В это самое время из-за резвого поворота дороги выехала мчащаяся машина и ударом в спину мгновенно убила Незнакомца.
Он лежал животом вниз – будто бежал и споткнулся. Рядом с ним молчала нежная лужа крови.
В стороне валялось отброшенное спелое полотенце, кроваво-белое, как хвастливо преувеличенный цветок бессмертника.
Песня ли мысль?
глава 2
Никаких свидетелей, кроме меня и Водителя, на гордой дороге не оказалось.
И я сказал, как слепил слепое изваяние пустоты:
– Вот человек, которого никто не знает и который сам не знает, что умер.
Это остановившееся навечно счастье.
После купания
глава 3
Невдалеке на берегу сидела Девушка.
Она расчёсывала свесившиеся на лицо волосы.
Они были мокрые, смеющиеся и блестели как её, плеснувшие шёлк, глаза.
Каждый раз, когда в гребёнку попадали спутанные веселием волосы, Девушка делала сырую гримасу.
И тогда на щеках её появлялись морщинки, тонкие, как потные лучи света, пробивающиеся в тёмно-медовую ночь сквозь шепчущиеся щели закрытых ставень.
А камень, вспыхнув, веселясь описывал дугу, как выпущенный в голую, голубую глубину, лёгкий, белый голубь голодного гула мига.
Внизу знойно зеленела земля, полз дразнящими узорами вежливый змей реки, шелестя и свиваясь в серебристые, свистящие, скользкие болтливые кольца.
Как камень
глава 4
Рядом с Девушкой что-то шлёпнулось, как вспышка шёпота.
Она обернулась и увидела маленький камешек, серый и круглый, как жизнь человека.
Она взяла его в руки и стала лениво подбрасывать на талой ладони.
Усталость пустот
столбец 1
Песня ли занавес?
глава 1
Занавес долго волнуется, как будто за ним бьётся большое шепелявое сердце.

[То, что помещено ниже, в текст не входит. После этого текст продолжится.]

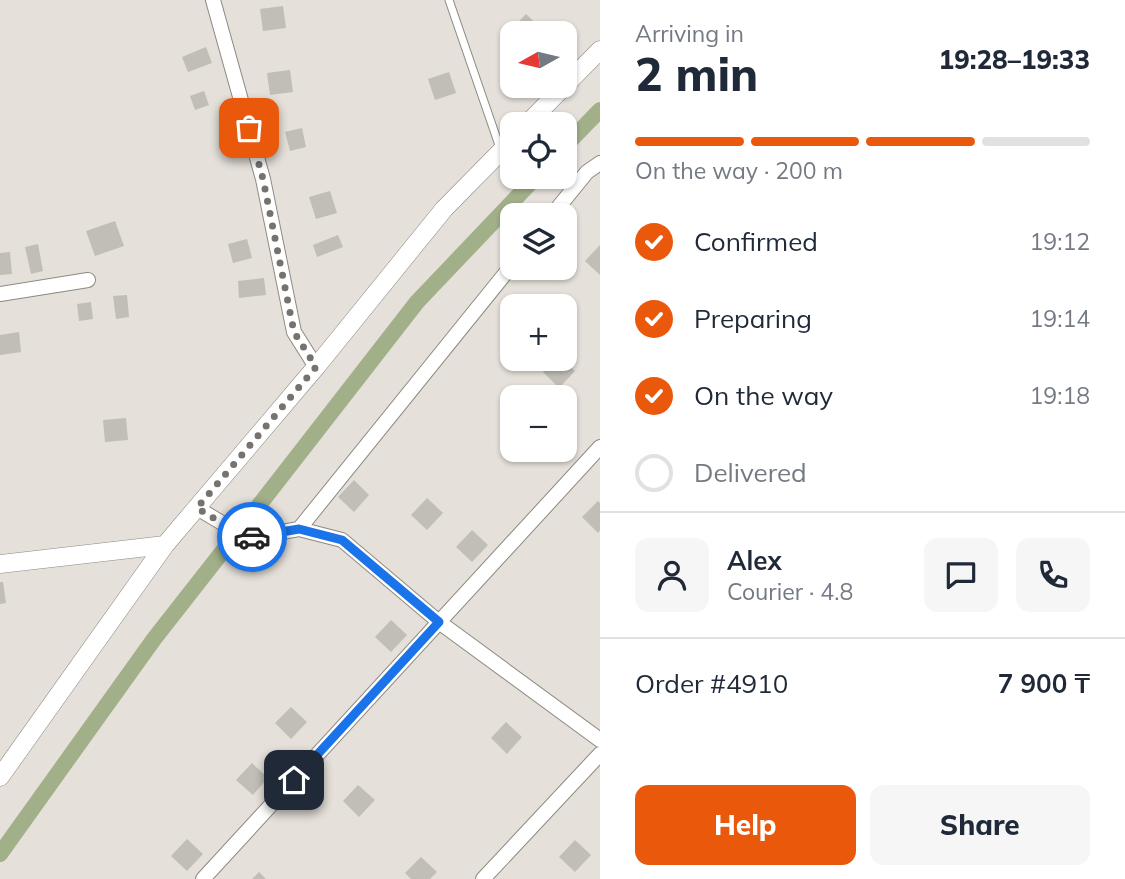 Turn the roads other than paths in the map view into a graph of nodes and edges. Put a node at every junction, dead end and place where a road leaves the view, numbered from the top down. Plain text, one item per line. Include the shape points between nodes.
1 (213, 0) edge
2 (449, 0) edge
3 (600, 51) edge
4 (539, 112) edge
5 (500, 128) edge
6 (500, 152) edge
7 (600, 163) edge
8 (594, 173) edge
9 (564, 203) edge
10 (500, 280) edge
11 (88, 281) dead end
12 (0, 295) edge
13 (316, 367) junction
14 (600, 447) edge
15 (197, 508) junction
16 (299, 529) junction
17 (166, 545) junction
18 (0, 564) edge
19 (439, 622) junction
20 (600, 740) edge
21 (600, 754) edge
22 (0, 777) edge
23 (203, 879) edge
24 (483, 879) edge

1 - 13 street via 263,179 294,332
2 - 5 lane
3 - 4 street
6 - 13 street via 444,209
7 - 8 street
8 - 9 street
10 - 16 street
11 - 12 street
13 - 15 street
14 - 19 street
15 - 16 street via 247,538
15 - 17 street
16 - 19 street via 342,540
17 - 18 street
17 - 22 street
19 - 20 street
19 - 23 street
21 - 24 street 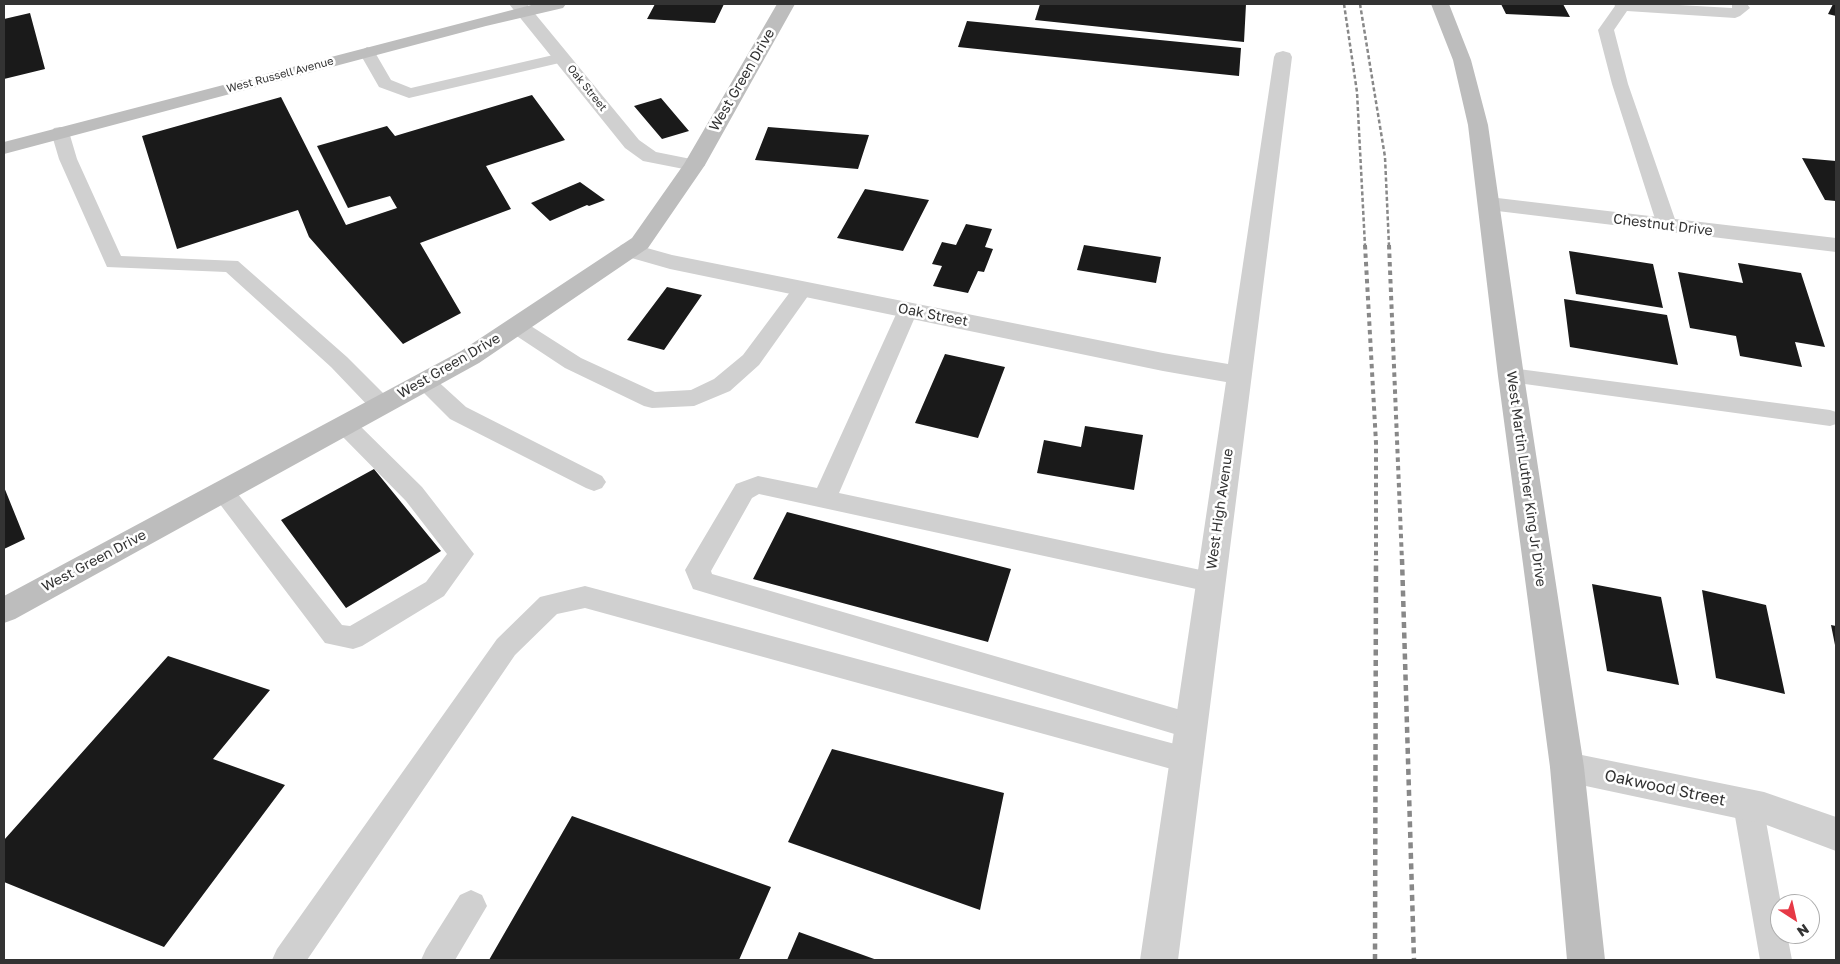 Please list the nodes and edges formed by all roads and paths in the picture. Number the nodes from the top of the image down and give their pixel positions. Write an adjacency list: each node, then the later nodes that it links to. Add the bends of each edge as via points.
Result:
1 (557, 4): 6 (main road, West Russell Avenue)
2 (786, 4): 12 (main road, West Green Drive)
3 (1440, 4): 13 (main road, West Martin Luther King Jr Drive, via 1462,60 1478,125)
4 (1739, 4): 5 (lane, via 1742,8 1736,13)
5 (1623, 5): 14 (lane, via 1606,30 1620,84)
6 (521, 8): 7 (main road, West Russell Avenue); 8 (street, Oak Street)
7 (367, 52): 8 (lane, via 385,83 409,93); 10 (main road, West Russell Avenue)
8 (562, 58): 12 (street, Oak Street, via 632,144 650,158)
9 (1283, 58): 20 (street, West High Avenue)
10 (60, 132): 11 (main road, West Russell Avenue); 23 (lane, via 68,159 114,262 231,266 340,362)
11 (4, 148)
12 (694, 165): 16 (main road, West Green Drive, via 640,243)
13 (1489, 204): 14 (street, Chestnut Drive); 21 (main road, West Martin Luther King Jr Drive)
14 (1667, 225): 15 (street, Chestnut Drive)
15 (1836, 245)
16 (629, 250): 17 (street, Oak Street, via 670,262); 19 (main road, West Green Drive)
17 (803, 289): 18 (street, Oak Street); 19 (lane, via 751,360 722,385 694,398 652,400 573,363)
18 (908, 310): 20 (street, Oak Street); 28 (lane)
19 (516, 326): 22 (main road, West Green Drive, via 470,357)
20 (1238, 374): 29 (street, West High Avenue)
21 (1511, 376): 24 (lane); 33 (main road, West Martin Luther King Jr Drive)
22 (424, 382): 23 (main road, West Green Drive); 26 (lane, via 458,413)
23 (381, 404): 25 (main road, West Green Drive)
24 (1830, 418)
25 (345, 425): 27 (main road, West Green Drive); 27 (lane, via 414,494 460,554 436,590 353,638 334,635)
26 (594, 482)
27 (222, 491): 30 (main road, West Green Drive)
28 (824, 500): 29 (lane); 31 (lane, via 758,485 744,491 698,570 702,582)
29 (1210, 582): 31 (street, West High Avenue)
30 (4, 610)
31 (1191, 726): 32 (street, West High Avenue)
32 (1186, 760): 38 (lane, via 585,597 549,605 506,647); 40 (street, West High Avenue)
33 (1567, 767): 34 (street, Oakwood Street); 41 (main road, West Martin Luther King Jr Drive)
34 (1756, 807): 35 (street, Oakwood Street); 36 (street, Oakwood Street); 42 (lane)
35 (1836, 814)
36 (1836, 834)
37 (471, 906): 39 (lane)
38 (288, 960)
39 (437, 960)
40 (1159, 960)
41 (1586, 960)
42 (1776, 960) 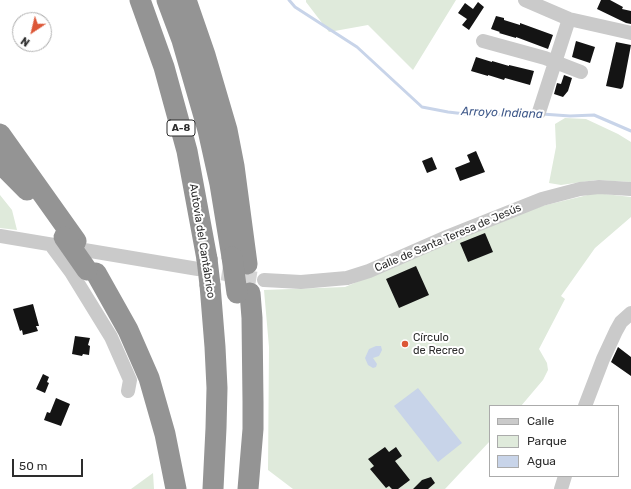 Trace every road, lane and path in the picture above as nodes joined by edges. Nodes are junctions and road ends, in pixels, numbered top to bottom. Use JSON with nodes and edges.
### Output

Медленно, с шелковистым свистом, он расползается в бледно-синеющую улыбку.
В темноте сверкают гневные взгляды света.
В противоположных стенах распахиваются двери, как два человека, бросающихся друг другу в объятия.
В дверях, как серые цветы, вспыхивают люди.
Они идут медленно, походкой колеблющейся, как пламя свечи, когда сидишь один и ждёшь, а в открытое окно неясно вздыхает застенчивый вечер.
Они сходятся и расходятся, мелькая как рассеянные мысли. Глаза их тоскливы, как разбитые окна, в которых дует холодный осенний ветер.
Переулок скул
глава 2
Переулок был как глуповатый, долгий взгляд влюбленного.
В переулке, прячась друг за друга, стояли маленькие ленивые дома.
Они кутались в синие, сонные, снежные платки и как будто дрожали на холоде в ожидании стучащего счастья.
Иные дома прижимались друг к другу как парочки у заборов. Другие стояли одинокие, понурые, как человек тоскующий среди незнакомой весёлой толпы.
Трубы домов дымились.
Их дымок был неясный, сонный, тонкий, хрупкий и полупрозрачный, как пар изо рта.
Он медленно полз вверх, пухло таял и исчезал бесследно, как грустное хрустящее воспоминание.
Среди маленьких домов стоял серый, строгий, постаревший небоскрёб, как огромное сухостойное дерево среди молодого леса.
Оно стоит седое, как старое серебро с чернью. Немощно торчат его чёрствые ворчащие ветви. Сухо кашляет в них ветер.
А вокруг него нежно волнуется жизнь.
Плавно гнутся в бесконечно длинных поклонах потяжелевшие ветви.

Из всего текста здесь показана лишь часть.